Julia Galef, one of my favourite online presences/thinkers, gives a terrific talk on the insidious power of "motivated reasoning". I particularly like the way she weaves her argument through a telling of the Dreyfus Affair. Motivated reasoning, the posh phrase for "wishful thinking", is a perceptual blight that gets everywhere. If what you believe is true lines up too neatly with what you want to be true, be suspicious. It's really hard to discount for this bias even when you know about it. I thought I'd done that before the Brexit and Trump votes; I was wrong. Motivated reasoning gives reality more ways to sneak up from behind and slap you in the face.
For me, FiveThirtyEight does the best all-round US politics podcast, and it's a staple of my pod diet. Nate Silver and his gang combine expertise with likeability. You get great, balanced, nerdy discussions of what's going on, plus the convivial pleasure of hanging out with a group of people who make each other laugh. OK I admit it, I basically I think they're my friends now - after a few listens you will too. Last week's episode on Hillary, 2016, and what it means for 2020, was very good. Talking of which, if you're up for a real deep dive into Why Hillary Lost, read this extraordinary, blistering polemic from Stan Greenberg, the legendary Democratic pollster who worked on Bill Clinton's election victories. Though he refrains from criticising HRC herself, he rips into her campaign. He's furious with Robby Mook, her young campaign manager, for not heeding his warnings. Greenberg was worried all along that Clinton sounded too detached from the anger and alienation of large parts of the electorate ("America is already great" was a hollow refrain).

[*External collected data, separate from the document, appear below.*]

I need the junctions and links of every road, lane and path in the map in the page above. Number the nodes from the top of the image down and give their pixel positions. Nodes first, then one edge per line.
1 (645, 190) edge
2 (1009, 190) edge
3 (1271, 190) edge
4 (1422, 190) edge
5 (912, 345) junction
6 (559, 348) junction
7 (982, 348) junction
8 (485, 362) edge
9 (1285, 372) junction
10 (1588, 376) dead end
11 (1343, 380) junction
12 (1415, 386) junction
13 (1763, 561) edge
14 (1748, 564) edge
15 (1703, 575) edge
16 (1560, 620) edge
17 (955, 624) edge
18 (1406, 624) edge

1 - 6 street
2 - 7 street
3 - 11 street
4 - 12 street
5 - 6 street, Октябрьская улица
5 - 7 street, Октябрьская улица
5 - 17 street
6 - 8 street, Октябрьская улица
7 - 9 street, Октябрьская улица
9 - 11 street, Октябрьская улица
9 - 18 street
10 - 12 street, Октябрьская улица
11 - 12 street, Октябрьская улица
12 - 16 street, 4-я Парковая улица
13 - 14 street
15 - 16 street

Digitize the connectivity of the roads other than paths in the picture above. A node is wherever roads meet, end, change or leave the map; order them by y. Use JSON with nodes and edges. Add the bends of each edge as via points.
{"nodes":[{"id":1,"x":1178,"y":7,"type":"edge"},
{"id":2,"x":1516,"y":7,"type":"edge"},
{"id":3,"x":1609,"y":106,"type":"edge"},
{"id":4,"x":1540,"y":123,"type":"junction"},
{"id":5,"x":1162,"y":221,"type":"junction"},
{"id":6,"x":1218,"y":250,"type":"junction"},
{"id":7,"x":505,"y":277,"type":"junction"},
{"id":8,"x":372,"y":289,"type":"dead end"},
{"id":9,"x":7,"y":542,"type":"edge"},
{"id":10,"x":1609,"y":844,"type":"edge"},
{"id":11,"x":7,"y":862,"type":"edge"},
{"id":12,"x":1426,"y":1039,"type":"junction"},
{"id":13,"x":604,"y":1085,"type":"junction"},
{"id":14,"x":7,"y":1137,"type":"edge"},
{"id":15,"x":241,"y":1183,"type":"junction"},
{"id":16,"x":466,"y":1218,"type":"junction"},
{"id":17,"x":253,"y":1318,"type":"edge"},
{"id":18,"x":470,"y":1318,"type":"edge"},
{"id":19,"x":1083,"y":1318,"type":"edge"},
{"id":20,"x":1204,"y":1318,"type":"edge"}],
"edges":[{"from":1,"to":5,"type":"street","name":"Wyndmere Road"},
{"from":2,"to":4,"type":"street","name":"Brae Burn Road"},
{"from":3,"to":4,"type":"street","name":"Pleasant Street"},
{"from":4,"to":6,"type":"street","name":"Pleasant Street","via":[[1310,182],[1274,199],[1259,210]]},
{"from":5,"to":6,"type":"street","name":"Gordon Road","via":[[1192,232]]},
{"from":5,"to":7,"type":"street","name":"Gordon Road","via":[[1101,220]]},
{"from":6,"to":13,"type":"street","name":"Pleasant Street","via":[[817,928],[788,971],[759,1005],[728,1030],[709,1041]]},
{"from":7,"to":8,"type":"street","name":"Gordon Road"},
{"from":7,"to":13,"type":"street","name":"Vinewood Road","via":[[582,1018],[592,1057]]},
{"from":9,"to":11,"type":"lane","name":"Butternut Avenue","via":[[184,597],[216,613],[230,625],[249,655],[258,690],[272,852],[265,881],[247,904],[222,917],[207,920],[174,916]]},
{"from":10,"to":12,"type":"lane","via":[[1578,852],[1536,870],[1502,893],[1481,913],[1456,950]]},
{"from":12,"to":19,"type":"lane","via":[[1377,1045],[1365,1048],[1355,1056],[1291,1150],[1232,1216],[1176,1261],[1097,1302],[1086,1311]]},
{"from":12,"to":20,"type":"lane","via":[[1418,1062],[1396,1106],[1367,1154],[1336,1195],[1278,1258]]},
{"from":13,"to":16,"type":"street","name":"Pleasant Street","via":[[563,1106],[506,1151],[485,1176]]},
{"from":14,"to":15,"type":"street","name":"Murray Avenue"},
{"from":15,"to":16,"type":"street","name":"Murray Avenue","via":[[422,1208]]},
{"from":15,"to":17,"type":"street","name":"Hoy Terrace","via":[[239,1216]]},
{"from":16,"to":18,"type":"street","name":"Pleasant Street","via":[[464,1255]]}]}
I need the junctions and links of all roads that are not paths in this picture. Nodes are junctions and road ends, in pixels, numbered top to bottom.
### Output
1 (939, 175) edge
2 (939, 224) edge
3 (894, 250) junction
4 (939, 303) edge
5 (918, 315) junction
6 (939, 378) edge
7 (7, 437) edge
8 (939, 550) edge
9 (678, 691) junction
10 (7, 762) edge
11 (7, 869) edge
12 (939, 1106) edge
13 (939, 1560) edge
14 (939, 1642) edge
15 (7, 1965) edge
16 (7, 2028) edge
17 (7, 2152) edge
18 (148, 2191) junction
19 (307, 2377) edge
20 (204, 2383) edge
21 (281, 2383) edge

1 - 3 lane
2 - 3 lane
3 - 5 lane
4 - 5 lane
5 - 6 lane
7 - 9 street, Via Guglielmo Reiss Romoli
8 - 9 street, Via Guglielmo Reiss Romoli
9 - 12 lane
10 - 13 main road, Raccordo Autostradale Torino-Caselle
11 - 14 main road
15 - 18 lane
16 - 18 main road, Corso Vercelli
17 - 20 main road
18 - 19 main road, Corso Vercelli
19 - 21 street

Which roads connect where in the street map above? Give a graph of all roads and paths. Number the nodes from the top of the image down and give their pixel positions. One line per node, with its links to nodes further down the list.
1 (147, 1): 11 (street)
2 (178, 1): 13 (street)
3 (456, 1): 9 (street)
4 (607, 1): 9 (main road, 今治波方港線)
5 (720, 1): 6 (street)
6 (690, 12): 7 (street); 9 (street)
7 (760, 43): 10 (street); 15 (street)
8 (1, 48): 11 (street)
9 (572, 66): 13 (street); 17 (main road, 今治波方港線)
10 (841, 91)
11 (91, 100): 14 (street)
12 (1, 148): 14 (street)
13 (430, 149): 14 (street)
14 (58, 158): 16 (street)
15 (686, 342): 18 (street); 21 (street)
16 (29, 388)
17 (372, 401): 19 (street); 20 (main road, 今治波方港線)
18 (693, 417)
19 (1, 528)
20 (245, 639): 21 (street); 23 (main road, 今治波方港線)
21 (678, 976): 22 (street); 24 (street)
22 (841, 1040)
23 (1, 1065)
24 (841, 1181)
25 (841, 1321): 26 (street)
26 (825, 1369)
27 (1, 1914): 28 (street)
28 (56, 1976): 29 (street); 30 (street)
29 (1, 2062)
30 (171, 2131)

I think in retrospect, he was clearly right, and anyone interested in how to win next time should take heed.
Now online: my review, for last week's New Statesman, of a new book by former England cricketer Mike Brearley, about what it means to be "on form" in sport and life. As you can probably tell, I didn't love it. In fact I hated it to an unreasonable degree (though I hope you can't tell that from the way I write about it). I say unreasonable because while it's not great, it's not terrible. OK it is terrible but it's not that terrible. But reviewing can put you in a dysfunctional relationship with a book. In general I'm a believer in giving up on books you're not enjoying (something I explain here, see #10) but of course, if you're reading a book to review it, you have to carry on, with the result that you become resentful of it, until your (well my) resentment builds, page by page, into a screaming howl of rage. Which I then did my best to swallow.
Somebody has taken Jolene by Dolly Parton and slowed it right down and it sounds amazing, quite possibly - dare I? - better than the original.